▶ _Exercise objective_: With pictures excluded, output exactly the lines that run from the first line of the data below through the line containing "display:flex; justify-content:space-between; align-items:center;".

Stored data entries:
- - -

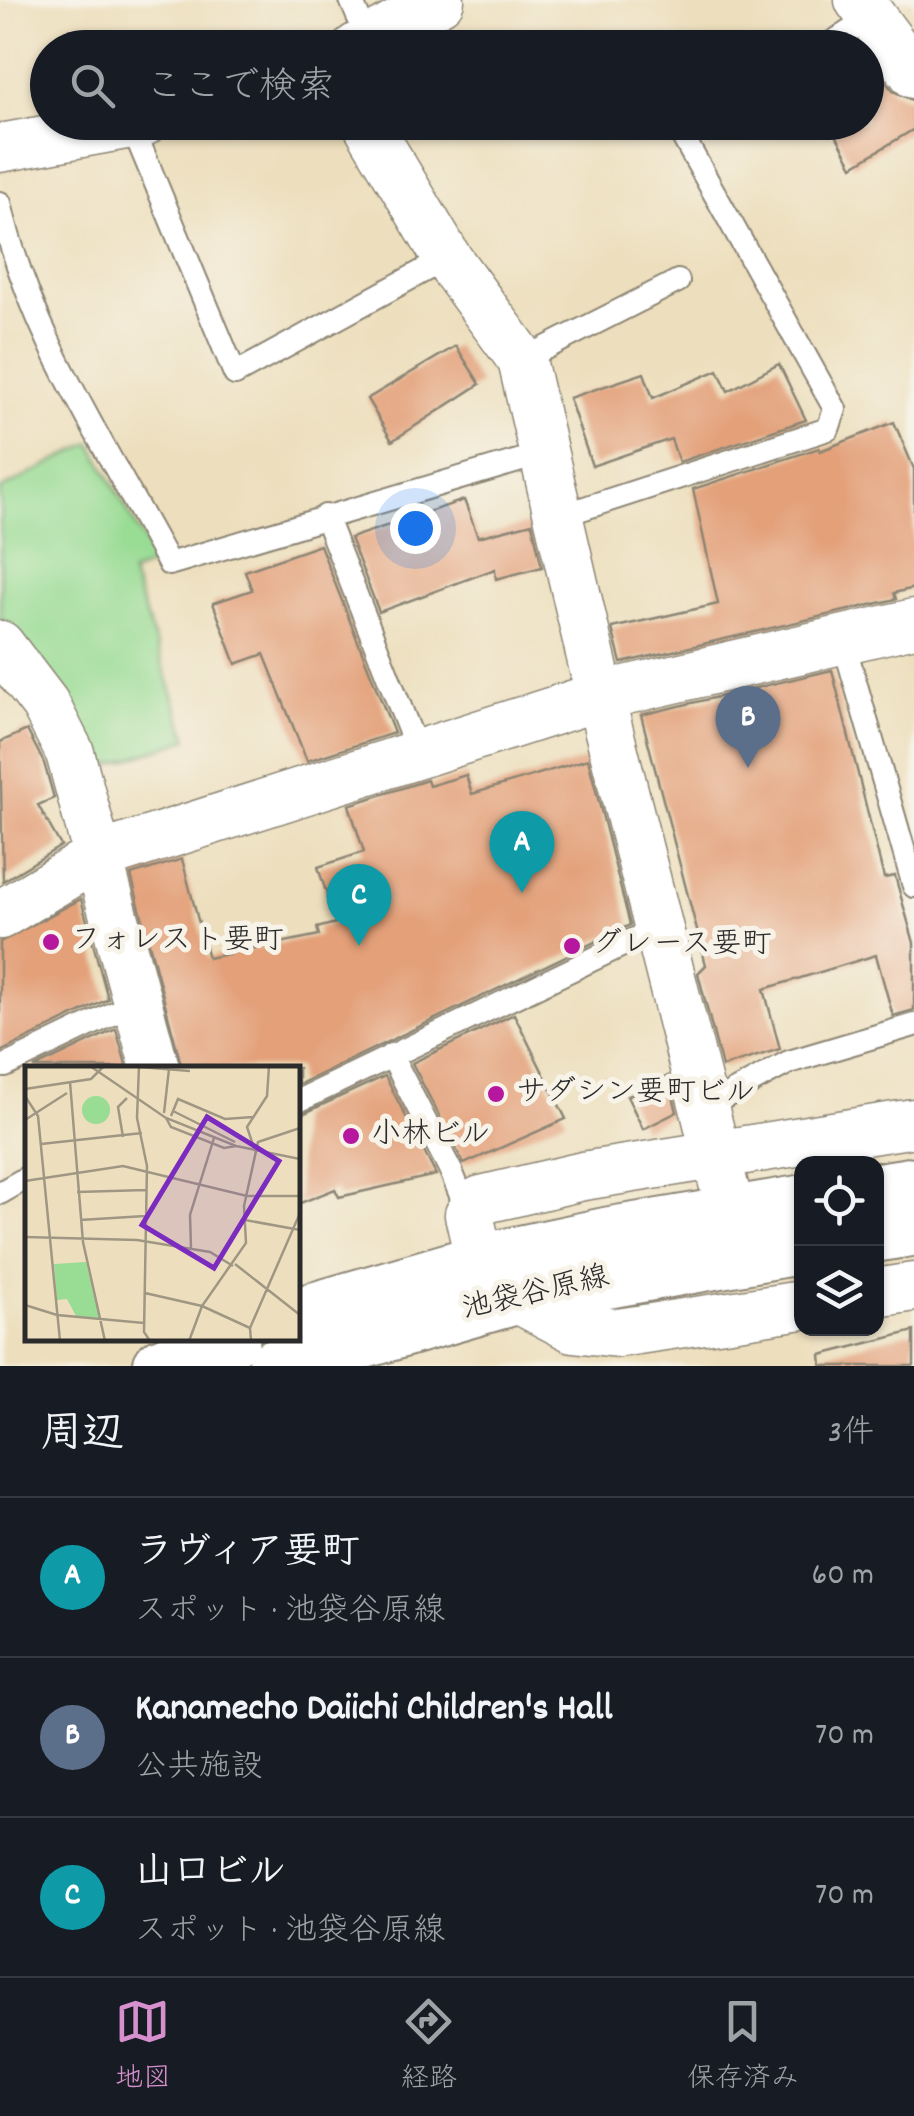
<!DOCTYPE html>
<html lang="ja">
<head>
<meta charset="utf-8">
<style>
	body { margin:0; font-family:Dekko,"Klee One",sans-serif; background:#20242c; color:#f1f3f6 }
	.controls { position:absolute; right:30px; bottom:30px; display:grid; overflow:hidden; border-radius:20px; box-shadow:0 2px 8px #0004 }
	.controls button { width:90px; height:90px; display:grid; place-items:center; padding:0; border:0; border-bottom:2px solid #363941; background:#171b24; color:#f1f3f6; font:50px sans-serif }
	.you { position:absolute; left:415px; top:528px; width:35px; height:35px; margin:-25px; border:8px solid #fff; border-radius:50%; background:#1a73e8; box-shadow:0 0 0 15px #1a73e833 }
	.badge { display:grid; place-items:center; width:65px; height:65px; border-radius:50%; background:#d690ce; color:#fff; font-size:32px; font-weight:700 }
	.pin { position:absolute; translate:-50% -82px; filter:drop-shadow(0 2px 5px #0008) }
	.pin::after { content:''; position:absolute; top:52px; width:35px; height:30px; background:inherit; clip-path:polygon(0 0,100% 0,50% 100%) }
	.list { margin:0; padding:0; list-style:none }
	h2 { display:flex; justify-content:space-between; align-items:center; height:130px; margin:0; padding:0 40px; font-size:42px }
	h2 small { font-size:32px; font-weight:400; color:#9ea1a6 }
	.list li { display:grid; grid-template-columns:65px 1fr auto; gap:30px; align-items:center; box-sizing:border-box; height:160px; padding:0 40px; border-top:2px solid #363941 }
	.list b { display:block; font-size:38px; white-space:nowrap }
	.list p { margin:0; font-size:32px; white-space:nowrap; color:#9ea1a6 }
	.list em { font-size:32px; font-style:normal; color:#9ea1a6 }
	.icon { flex:none; width:55px; height:55px; fill:none; stroke:currentColor; stroke-width:2; stroke-linecap:round; stroke-linejoin:round }
	.map { position:relative; flex:none; width:914px; height:1366px; overflow:hidden }
	.search { position:absolute; background:#171b24; box-shadow:0 2px 8px #0004; left:30px; right:30px; top:30px; height:110px; display:flex; align-items:center; gap:25px; box-sizing:border-box; padding:0 35px; border-radius:55px; color:#9ea1a6; font-size:38px }
	.sheet { height:610px; background:#171b24 }
	nav { display:flex; justify-content:space-around; align-items:center; box-sizing:border-box; height:140px; border-top:2px solid #363941; background:#171b24; font-size:28px; color:#9ea1a6 }
	nav a { display:grid; justify-items:center; gap:5px }
	nav .on { color:#d690ce }
	.map>svg:first-child { display:block }
	.green { fill:#99dc94; stroke:#628460; stroke-width:2.5 }
	.building { fill:#e3a079 }
	.lines { fill:none; stroke-linecap:round; stroke-linejoin:round }
	.lane-casing { stroke:#8c8574; stroke-width:26 }
	.street-casing { stroke:#8c8574; stroke-width:51 }
	.secondary-casing { stroke:#8c8574; stroke-width:59 }
	.lane { stroke:#fff; stroke-width:22 }
	.street { stroke:#fff; stroke-width:48 }
	.secondary { stroke:#fff; stroke-width:55 }
	.poi-dot { fill:#b5179e; stroke:#f7f3e8; stroke-width:4 }
	.labels { text-anchor:middle; dominant-baseline:central; stroke-width:10; stroke-linejoin:round; paint-order:stroke }
	.poi-label { font-size:30px; fill:#2b2b2b; stroke:#f7f3e8; text-anchor:start }
	.street-label { font-size:30px; fill:#2b2b2b; stroke:#f7f3e8 }
	.inset-road { fill:none; stroke:#9f9783; stroke-width:2.5 }
	.view { fill:#7b2cbf; fill-opacity:0.15; stroke:#7b2cbf; stroke-width:5 }
	.inset-edge { fill:none; stroke:#2b2b2b; stroke-width:5 }
</style>
</head>
<body>
<div class="map">
<svg width="914" height="1366" viewBox="0 0 914 1366">
	<rect width="100%" height="100%" fill="#f7f3e8"/>
	<filter id="ink" filterUnits="userSpaceOnUse"><feTurbulence type="fractalNoise" baseFrequency=".01" numOctaves="2"/><feDisplacementMap in="SourceGraphic" scale="20" xChannelSelector="R" yChannelSelector="G"/><feConvolveMatrix kernelMatrix="1 2 1 2 8 2 1 2 1" color-interpolation-filters="sRGB"/></filter>
	<filter id="wash" filterUnits="userSpaceOnUse"><feTurbulence type="fractalNoise" baseFrequency=".0048" numOctaves="4" result="noise"/><feDisplacementMap in="SourceGraphic" scale="40" xChannelSelector="R" yChannelSelector="G"/><feGaussianBlur stdDeviation="2.25" result="paint"/><feColorMatrix in="noise" values="0 0 0 0 0 0 0 0 0 0 0 0 0 0 0 0 0 1.4 0 .05"/><feComposite in="paint" operator="in"/></filter>
	<g filter="url(#wash)">
		<rect width="100%" height="100%" fill="#eddfbd"/>
		<path class="green" d="M91,443L156,563L131,573L188,739L97,770L55,694L0,619V490Z"/>
		<g id="blocks">
			<path class="building" d="M866,56L893,91L914,101V129L853,166L829,122H866Z
				M456,346L480,384L392,441L367,399Z
				M779,364L806,420L679,462L671,439L592,466L569,398L644,373L653,398L718,370L728,391Z
				M894,422L914,469V588L894,593L896,599L621,663L612,628L718,604L693,489L819,448L820,451Z
				M464,500L478,537L532,523L542,567L496,579L495,569L379,612L350,538Z
				M320,545L394,733L307,761L264,654L236,664L213,603L252,590L245,571Z
				M832,670L884,878L895,876L914,943V1010L893,1016L876,955L764,989L780,1049L722,1067L698,973L706,965L641,715Z
				M27,730L44,763L54,798L38,805L61,846L3,881L0,742Z
				M588,759L630,925L298,1085V1068H182L131,875L182,859L208,958L319,935L317,928L336,923L318,867L364,852L349,805L427,780L429,786L466,775L472,794Z
				M81,899L108,999L0,1052V942Z
				M514,1014L566,1119L464,1164L412,1063Z
				M116,1029L127,1068H34Z
				M385,1076L436,1175L339,1197L335,1189L298,1204V1116Z
				M668,1076L677,1112L643,1129L627,1096Z
				M914,1331V1366H822L821,1355Z"/>
		</g>
	</g>
	<g filter="url(#ink)">
		<use href="#blocks" fill-opacity="0" stroke="#8c8574" stroke-width="2.5"/>
		<g class="lines">
			<defs>
				<path id="lane" d="M351,0L368,40
					M824,48L872,17
					M132,126L235,374L447,258
					M0,203C29,333 107,448 169,564L545,453
					M522,360L678,281
					M325,516L419,755
					M560,516L828,429L835,409L683,137L707,122
					M843,640L914,886
					M391,1055L451,1171L469,1215
					M5,1066L137,1002
					M298,1101L660,927
					M706,1107L789,1062L914,1025
					M0,1193L28,1177"/>
				<path id="street" d="M859,0L914,74
					M356,48L440,0
					M366,122L447,258L522,360L600,696L731,1214
					M0,148L143,122
					M0,645L45,704L70,753L155,1068
					M0,915L97,857L600,696L914,623
					M480,1262L469,1215L481,1200L583,1176L914,1123
					M876,1293L914,1287
					M514,1297L573,1328L618,1333L802,1305"/>
				<path id="secondary" d="M876,1191L914,1185
					M876,1234L914,1228
					M298,1315L480,1262L608,1235L802,1203
					M161,1366L232,1338
					M276,1366L514,1297L802,1246"/>
			</defs>
			<use href="#lane" class="lane-casing"/>
			<use href="#street" class="street-casing"/>
			<use href="#secondary" class="secondary-casing"/>
			<use href="#lane" class="lane"/>
			<use href="#street" class="street"/>
			<use href="#secondary" class="secondary"/>
		</g>
	</g>
	<g class="poi-dot">
		<circle cx="51" cy="942" r="10"/>
		<circle cx="572" cy="946" r="10"/>
		<circle cx="496" cy="1094" r="10"/>
		<circle cx="351" cy="1136" r="10"/>
	</g>
	<g class="labels">
		<g class="poi-label">
			<text x="71" y="942">フォレスト要町</text>
			<text x="592" y="946">グレース要町</text>
			<text x="516" y="1094">サダシン要町ビル</text>
			<text x="371" y="1136">小林ビル</text>
		</g>
		<g class="street-label">
			<text transform="translate(536 1295) rotate(-13)">池袋谷原線</text>
		</g>
	</g>
	<g transform="translate(25 1066)">
		<rect width="275" height="275" fill="#eddfbd"/>
		<path d="M57 44a14 14 0 1 1 28 0a14 14 0 1 1-28 0ZM61,196L74,252L51,250L42,233L32,234L29,198Z" fill="#99dc94"/>
		<path class="inset-road" d="M65,0L141,52L211,80L275,93M114,0L112,52L122,100L119,266L125,275M114,1L165,5M45,16L58,176L80,275M0,23L66,13L79,0M0,30L13,50L35,275M148,45L210,76M139,47L144,3M146,50L153,33L200,53L228,51M141,52L146,61L199,82L211,80M0,54L42,27M98,71L93,41L102,32M16,78L117,67M230,85L222,61L242,30L244,0M0,115L98,100L222,130H275M52,126L121,124M55,154L120,150M220,154L275,164M0,171L112,174L185,186L208,200M166,182L165,149L189,72M210,198L275,249M120,227L177,240L225,262M0,239L32,249L119,257M164,275L177,240L221,177L219,140L233,76L275,62M226,275L225,262L275,147"/>
		<path class="view" d="M182,51L254,95L189,202L117,159Z"/>
		<rect width="275" height="275" class="inset-edge"/>
	</g>
</svg>
<div class="controls">
<button><svg class="icon" aria-label="locate" viewBox="0 0 24 24"><circle cx="12" cy="12" r="6"/><path d="M12 2v4M12 18v4M2 12h4M18 12h4"/></svg></button>
<button><svg class="icon" aria-label="layers" viewBox="0 0 24 24"><path d="M12 4l9 5-9 5-9-5zM3 14l9 5 9-5"/></svg></button>
</div>
<div class="you"></div>
<div class="pin badge" style="left:522px;top:893px;background:#0f9aa8">A</div>
<div class="pin badge" style="left:748px;top:768px;background:#5c6f8a">B</div>
<div class="pin badge" style="left:359px;top:946px;background:#0f9aa8">C</div>
<div class="search"><svg class="icon" aria-label="search" viewBox="0 0 24 24"><circle cx="10" cy="10" r="6"/><path d="M15 15l6 6"/></svg>ここで検索</div>
</div>
<section class="sheet">
<h2>周辺<small>3件</small></h2>
<ul class="list">
<li><span class="badge" style="background:#0f9aa8">A</span><div><b>ラヴィア要町</b><p>スポット · 池袋谷原線</p></div><em>60 m</em></li>
<li><span class="badge" style="background:#5c6f8a">B</span><div><b>Kanamecho Daiichi Children's Hall</b><p>公共施設</p></div><em>70 m</em></li>
<li><span class="badge" style="background:#0f9aa8">C</span><div><b>山口ビル</b><p>スポット · 池袋谷原線</p></div><em>70 m</em></li>
</ul>
</section>
<nav>
<a class="on"><svg class="icon" aria-label="map" viewBox="0 0 24 24"><path d="M3 6l6-2 6 2 6-2v14l-6 2-6-2-6 2zM9 4v14M15 6v14"/></svg>地図</a>
<a><svg class="icon" aria-label="directions" viewBox="0 0 24 24"><path d="M12 3l9 9-9 9-9-9zM9 14v-3h6M13 9l2 2-2 2"/></svg>経路</a>
<a><svg class="icon" aria-label="saved" viewBox="0 0 24 24"><path d="M7 4h10v16l-5-4-5 4z"/></svg>保存済み</a>
</nav>
</body>
</html>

- - -

▶ _Solution for this task_:
<!DOCTYPE html>
<html lang="ja">
<head>
<meta charset="utf-8">
<style>
	body { margin:0; font-family:Dekko,"Klee One",sans-serif; background:#20242c; color:#f1f3f6 }
	.controls { position:absolute; right:30px; bottom:30px; display:grid; overflow:hidden; border-radius:20px; box-shadow:0 2px 8px #0004 }
	.controls button { width:90px; height:90px; display:grid; place-items:center; padding:0; border:0; border-bottom:2px solid #363941; background:#171b24; color:#f1f3f6; font:50px sans-serif }
	.you { position:absolute; left:415px; top:528px; width:35px; height:35px; margin:-25px; border:8px solid #fff; border-radius:50%; background:#1a73e8; box-shadow:0 0 0 15px #1a73e833 }
	.badge { display:grid; place-items:center; width:65px; height:65px; border-radius:50%; background:#d690ce; color:#fff; font-size:32px; font-weight:700 }
	.pin { position:absolute; translate:-50% -82px; filter:drop-shadow(0 2px 5px #0008) }
	.pin::after { content:''; position:absolute; top:52px; width:35px; height:30px; background:inherit; clip-path:polygon(0 0,100% 0,50% 100%) }
	.list { margin:0; padding:0; list-style:none }
	h2 { display:flex; justify-content:space-between; align-items:center; height:130px; margin:0; padding:0 40px; font-size:42px }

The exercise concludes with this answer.